As you can see I have two years with a different number of months each. How would I apply the concept in `distribution(counts) <- poisson(lambda * 12)`? In stanarm or brms I would use predict(), putting Year = 2 and Months = 8.

Then for each predicted count group I would simulate the waiting times with rlnorm(n = count_c.i, meanlog = eta_c.i), with _c.i being a specific draw for a specific context. Is it right? But what where should I get the sdlog argument for rlnorm?

Thanks!

To check if I understood, your algorithm draws 4000 lambda estimates for each context, and then with rpois draws 1 count per each lambda/context combination? Is this better than drawing 4000 counts form one lambda per context (estimated by a max. likelihood model)?
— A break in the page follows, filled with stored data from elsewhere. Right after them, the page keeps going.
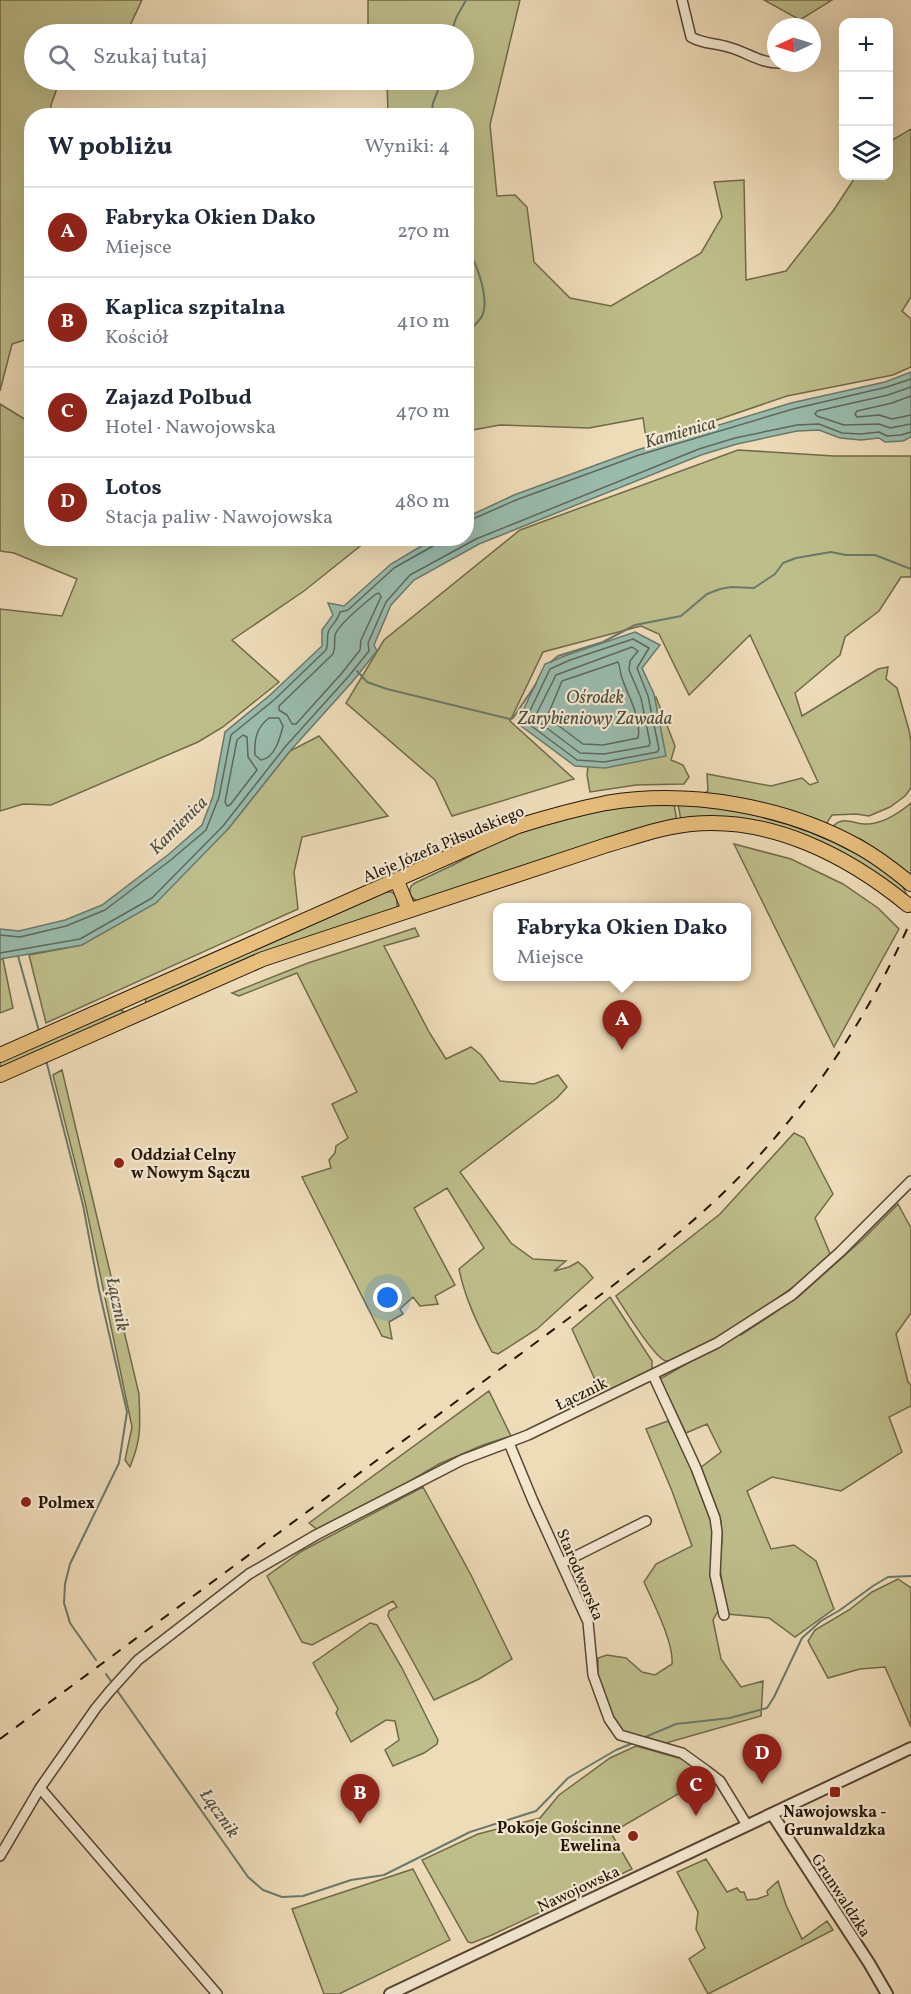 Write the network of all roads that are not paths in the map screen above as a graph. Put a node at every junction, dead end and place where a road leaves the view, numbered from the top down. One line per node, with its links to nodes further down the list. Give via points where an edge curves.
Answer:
1 (682, 0): 2 (street, via 691,37)
2 (767, 62)
3 (397, 880): 4 (main road, Aleje Józefa Piłsudskiego, via 547,817 608,803 675,799 763,810 826,831 865,850); 6 (main road); 7 (main road, Aleje Józefa Piłsudskiego)
4 (911, 884)
5 (908, 905): 6 (main road, via 848,862 808,844 753,827 707,823 652,832)
6 (409, 910): 8 (main road, via 263,959)
7 (0, 1055)
8 (0, 1075)
9 (911, 1181): 10 (street, Łącznik, via 792,1295 717,1343)
10 (653, 1375): 11 (street, Łącznik); 14 (street, via 715,1518 715,1575)
11 (509, 1443): 13 (street, Starodworska); 16 (street, Łącznik, via 462,1460 249,1574 138,1660 96,1707)
12 (646, 1521): 13 (street)
13 (562, 1563): 18 (street, Starodworska, via 588,1622 593,1675 609,1719 620,1735 682,1754 720,1781)
14 (724, 1615)
15 (911, 1748): 17 (street, Nawojowska)
16 (40, 1788): 19 (street, Łącznik); 20 (street)
17 (772, 1814): 18 (street, Nawojowska); 22 (street, Grunwaldzka)
18 (747, 1825): 21 (street, Nawojowska)
19 (0, 1856)
20 (217, 1994)
21 (390, 1994)
22 (887, 1994)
This way, it incorporates the uncertainty in lambda as well as the Poisson sampling variation. If you took a single point estimate of lambda, and drew samples from the poisson distribution, it would only have the Poisson sampling distribution, not the uncertainty in (posterior distribution over) lambda.

My model should estimate jointly both lambda, for the number of patients, and eta, for the waiting time, using Service, Provider, Class, Months and Year as covariates and context as a random intercept:
lambda (Poisson): N.patients ~ intercept + Service + Provider + Class + Months + Year + (1|context)
eta (lognormal or exponential?): W.time ~ intercept + Service + Provider + Class + Months + Year + (1|context)

It doesn’t seem like there are any parameters that are shared between the count and waiting time models. so you might as well fit them separately. It’ll give you the same answer as fitting them together. Unless there is some dependence between the two that isn’t shown here?

As you can see I have two years with a different number of months each. How would I apply the concept in `distribution(counts) <- poisson(lambda * 12)`?

I made `lambda` the expected count for a single month, So to get the expected count for 12 months, it’s `lambda * 12` You can account for variable number of months in both your observations and in whatever predictions you want to make, by multiplying `lambda` by the appropriate number of months to get the expected count over that period.

Then for each predicted count group I would simulate the waiting times with rlnorm(n = count_c.i, meanlog = eta_c.i), with _c.i being a specific draw for a specific context. Is it right? But what where should I get the sdlog argument for rlnorm?

Sorry, I don’t have a clue what this means. You’re assuming the waiting times are lognormally distributed with parameters given by the counts?